The recently annexed Segna Motors site has been rezoned to allow the construction of a shopping center, which is planned for the land at the southwest corner of Linworth and West Dublin-Granville roads.
Worthington City Council on Dec. 9 approved the C-2 zoning classification.
All five parcels that recently were annexed from Perry Township are included in the new zoning category. Two additional parcels already in the city are expected to receive the same zoning classification after the entire plat is combined.
Combined, the new lot will be about 4.6 acres, stretching from Linworth Road nearly to the railroad tracks, where a small plot remains part of Perry Township.
A developer from West Virginia earlier announced plans to build a shopping center on the site. No development applications have been filed, but city staff members have had discussions about the development.
C-2 zoning means the land is appropriate for a concentration of a wide variety of retail and service establishments centrally located within the population it serves.
Permitted uses include retail sales, business offices, medical/ dental offices, personal services, public uses, banks and restaurants.
Conditional uses, over which the city has more control, include drive-in banks, semi-public uses, lawn and garden centers, bakeries, plant production and drive-in pharmacies.
The zoning follows the recommendation of the city's 2005 comprehensive plan that a neighborhood retail service center be established to create a commercial node for the community.

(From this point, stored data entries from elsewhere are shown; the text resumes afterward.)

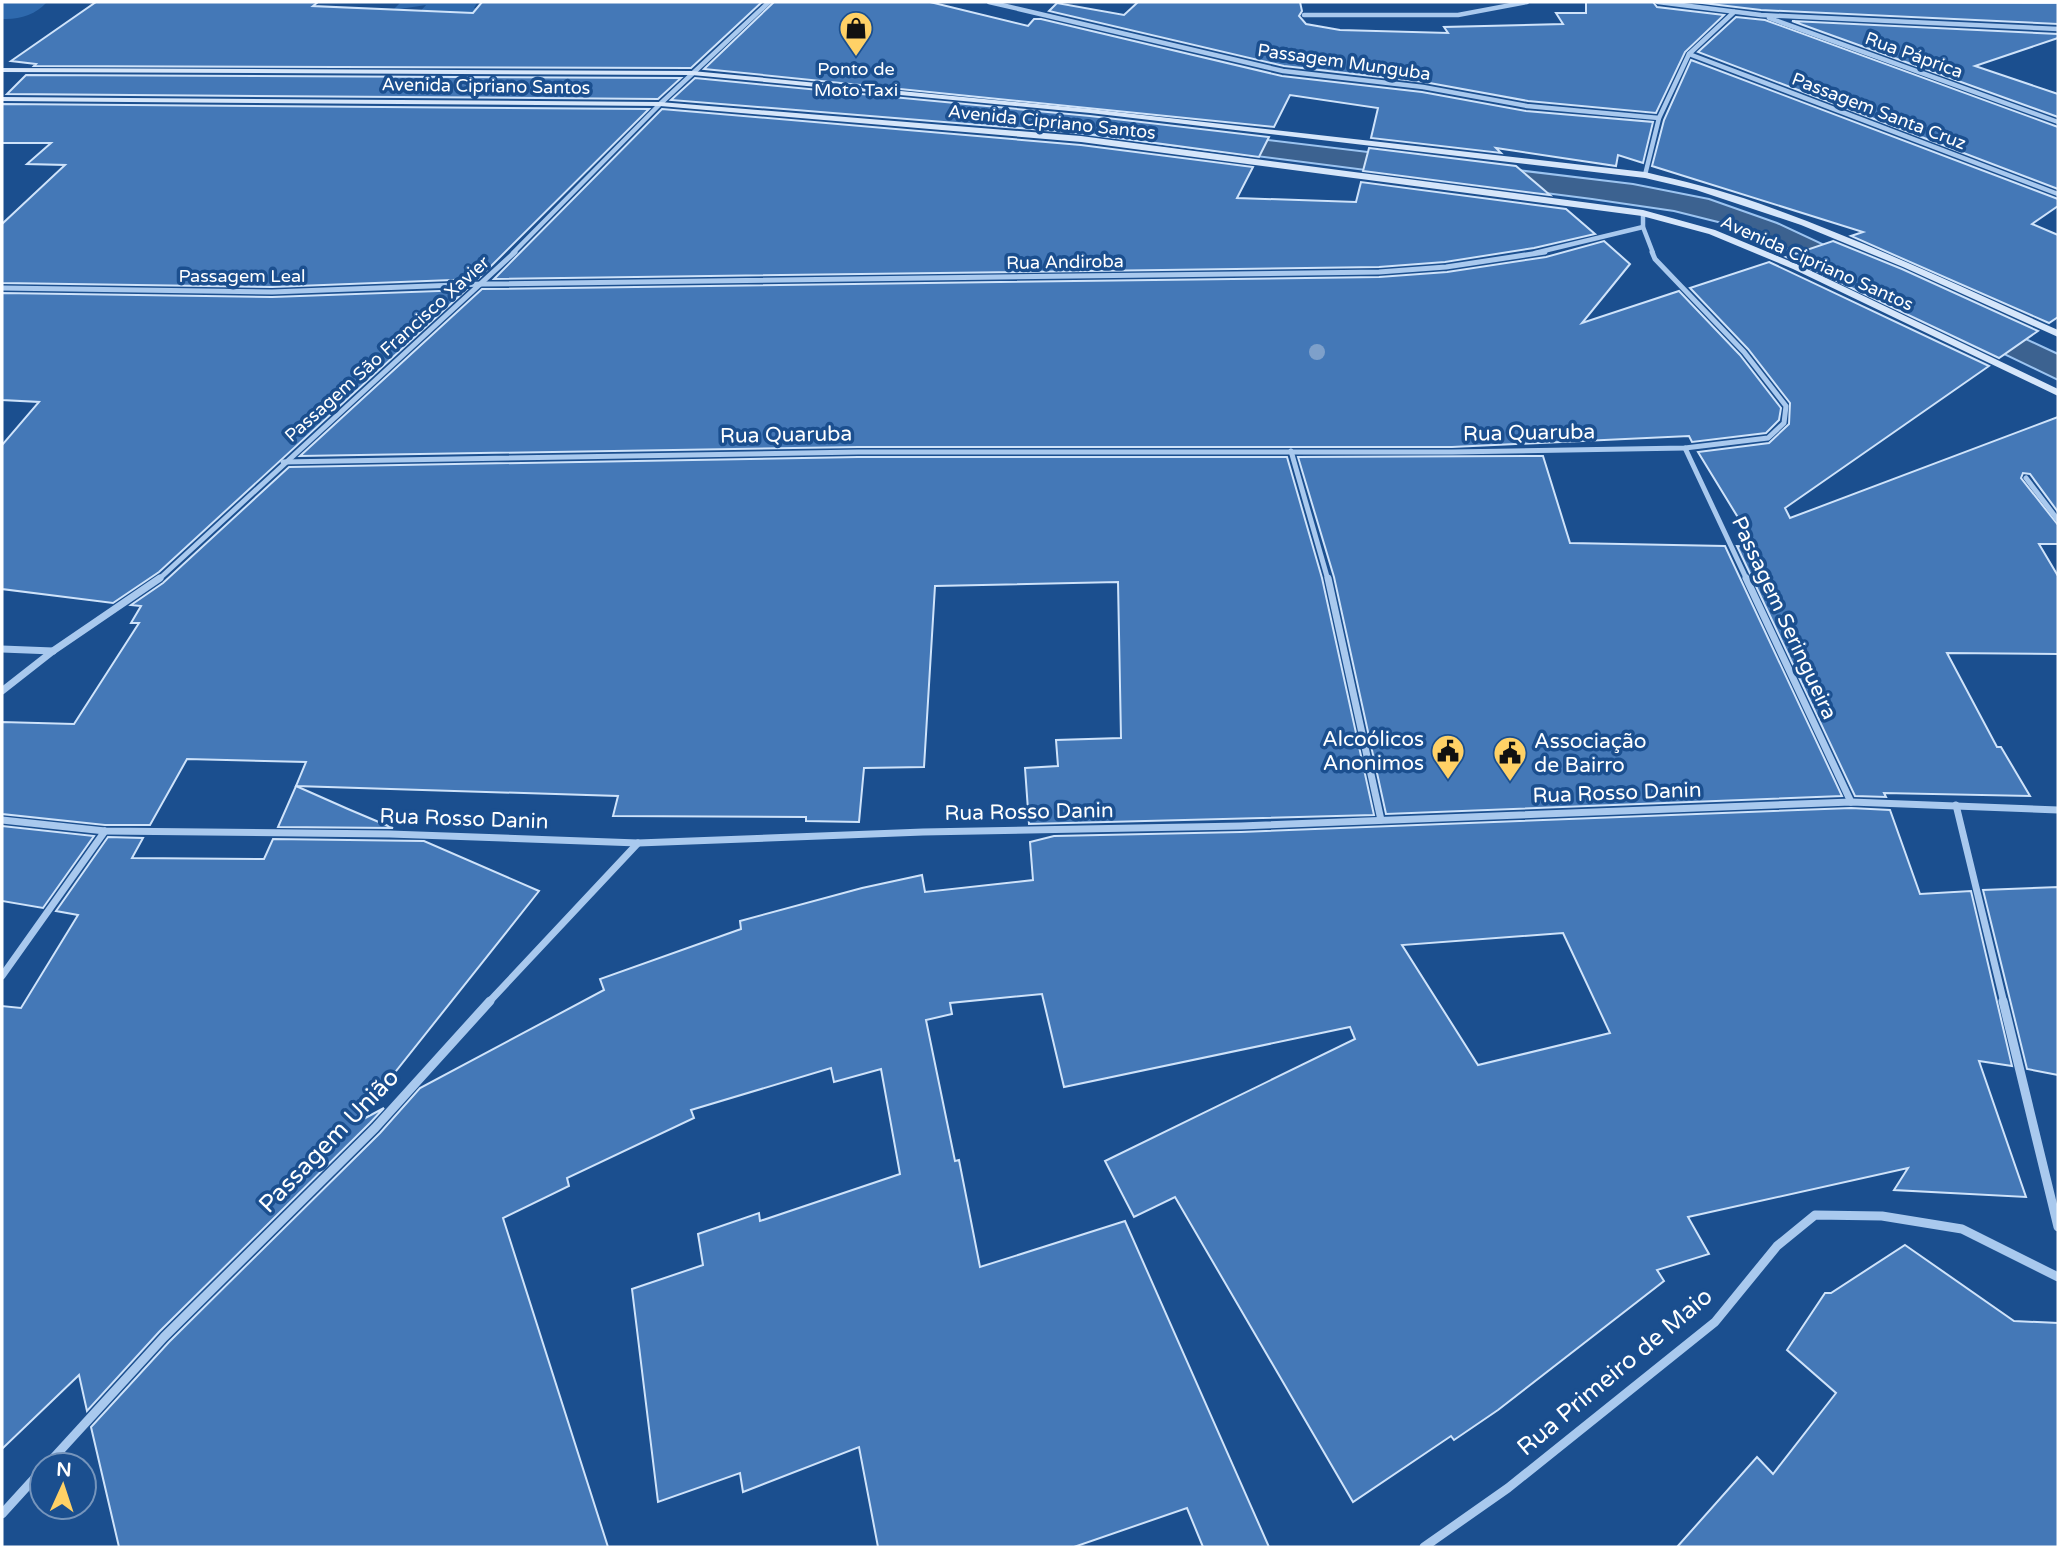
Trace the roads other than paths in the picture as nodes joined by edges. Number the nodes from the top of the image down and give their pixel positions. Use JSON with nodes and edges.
{"nodes":[{"id":1,"x":769,"y":2,"type":"edge"},
{"id":2,"x":989,"y":2,"type":"edge"},
{"id":3,"x":1527,"y":2,"type":"edge"},
{"id":4,"x":1658,"y":2,"type":"edge"},
{"id":5,"x":1734,"y":12,"type":"junction"},
{"id":6,"x":1304,"y":15,"type":"dead end"},
{"id":7,"x":1761,"y":15,"type":"junction"},
{"id":8,"x":2058,"y":29,"type":"edge"},
{"id":9,"x":1689,"y":54,"type":"junction"},
{"id":10,"x":2,"y":70,"type":"edge"},
{"id":11,"x":692,"y":73,"type":"junction"},
{"id":12,"x":2,"y":99,"type":"edge"},
{"id":13,"x":660,"y":104,"type":"junction"},
{"id":14,"x":1659,"y":118,"type":"junction"},
{"id":15,"x":2058,"y":122,"type":"edge"},
{"id":16,"x":1645,"y":175,"type":"junction"},
{"id":17,"x":2058,"y":194,"type":"edge"},
{"id":18,"x":1643,"y":213,"type":"junction"},
{"id":19,"x":1643,"y":228,"type":"junction"},
{"id":20,"x":483,"y":284,"type":"junction"},
{"id":21,"x":2,"y":288,"type":"edge"},
{"id":22,"x":2058,"y":334,"type":"edge"},
{"id":23,"x":2058,"y":393,"type":"edge"},
{"id":24,"x":1685,"y":448,"type":"junction"},
{"id":25,"x":1290,"y":451,"type":"junction"},
{"id":26,"x":283,"y":462,"type":"junction"},
{"id":27,"x":2026,"y":478,"type":"dead end"},
{"id":28,"x":2058,"y":520,"type":"edge"},
{"id":29,"x":2,"y":649,"type":"edge"},
{"id":30,"x":53,"y":651,"type":"junction"},
{"id":31,"x":2,"y":691,"type":"edge"},
{"id":32,"x":1851,"y":802,"type":"junction"},
{"id":33,"x":1956,"y":805,"type":"junction"},
{"id":34,"x":2058,"y":810,"type":"edge"},
{"id":35,"x":2,"y":820,"type":"edge"},
{"id":36,"x":1381,"y":820,"type":"junction"},
{"id":37,"x":105,"y":831,"type":"junction"},
{"id":38,"x":638,"y":843,"type":"junction"},
{"id":39,"x":2,"y":976,"type":"edge"},
{"id":40,"x":2058,"y":1227,"type":"edge"},
{"id":41,"x":2058,"y":1277,"type":"edge"},
{"id":42,"x":60,"y":1451,"type":"edge"},
{"id":43,"x":28,"y":1485,"type":"edge"},
{"id":44,"x":2,"y":1514,"type":"edge"},
{"id":45,"x":1424,"y":1547,"type":"edge"}],
"edges":[{"from":1,"to":11,"type":"street","name":"Passagem São Francisco Xavier"},
{"from":2,"to":14,"type":"street","name":"Passagem Munguba"},
{"from":3,"to":6,"type":"street"},
{"from":4,"to":5,"type":"street"},
{"from":5,"to":7,"type":"street"},
{"from":5,"to":9,"type":"street"},
{"from":7,"to":8,"type":"street"},
{"from":7,"to":15,"type":"street","name":"Rua Páprica"},
{"from":9,"to":14,"type":"street"},
{"from":9,"to":17,"type":"street","name":"Passagem Santa Cruz"},
{"from":10,"to":11,"type":"street","name":"Avenida Cipriano Santos"},
{"from":11,"to":13,"type":"street","name":"Passagem São Francisco Xavier"},
{"from":11,"to":16,"type":"street","name":"Avenida Cipriano Santos"},
{"from":12,"to":13,"type":"street","name":"Avenida Cipriano Santos"},
{"from":13,"to":18,"type":"street","name":"Avenida Cipriano Santos"},
{"from":13,"to":20,"type":"street","name":"Passagem São Francisco Xavier"},
{"from":14,"to":16,"type":"street"},
{"from":16,"to":22,"type":"street","name":"Avenida Cipriano Santos"},
{"from":18,"to":19,"type":"street"},
{"from":18,"to":23,"type":"street","name":"Avenida Cipriano Santos"},
{"from":19,"to":20,"type":"street","name":"Rua Andiroba"},
{"from":19,"to":24,"type":"street","name":"Rua Quaruba"},
{"from":20,"to":21,"type":"street","name":"Passagem Leal"},
{"from":20,"to":26,"type":"street","name":"Passagem São Francisco Xavier"},
{"from":24,"to":25,"type":"street","name":"Rua Quaruba"},
{"from":24,"to":32,"type":"street","name":"Passagem Seringueira"},
{"from":25,"to":26,"type":"street","name":"Rua Quaruba"},
{"from":25,"to":36,"type":"street"},
{"from":26,"to":30,"type":"street","name":"Passagem São Francisco Xavier"},
{"from":27,"to":28,"type":"street"},
{"from":29,"to":30,"type":"street"},
{"from":30,"to":31,"type":"street","name":"Passagem São Francisco Xavier"},
{"from":32,"to":33,"type":"street","name":"Rua Rosso Danin"},
{"from":32,"to":36,"type":"street","name":"Rua Rosso Danin"},
{"from":33,"to":34,"type":"street","name":"Rua Rosso Danin"},
{"from":33,"to":40,"type":"street"},
{"from":35,"to":37,"type":"street","name":"Rua Rosso Danin"},
{"from":36,"to":38,"type":"street","name":"Rua Rosso Danin"},
{"from":37,"to":38,"type":"street","name":"Rua Rosso Danin"},
{"from":37,"to":39,"type":"street"},
{"from":38,"to":42,"type":"street","name":"Passagem União"},
{"from":41,"to":45,"type":"street","name":"Rua Primeiro de Maio"},
{"from":43,"to":44,"type":"street"}]}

Council on Dec. 2 approved a tax-increment-financing (TIF) on the proposed development. It will exempt 75 percent of the improvements from real estate property taxes for 10 years, with service payments equal to the amount exempted directed to a fund for public infrastructure improvements to the area.
The agreement will ensure that the Worthington City School District is paid in the end, when the city will share half of all income-tax revenues once payroll for new employees exceeds $1 million. Income tax generally is paid to municipalities, and the majority of property taxes benefit schools.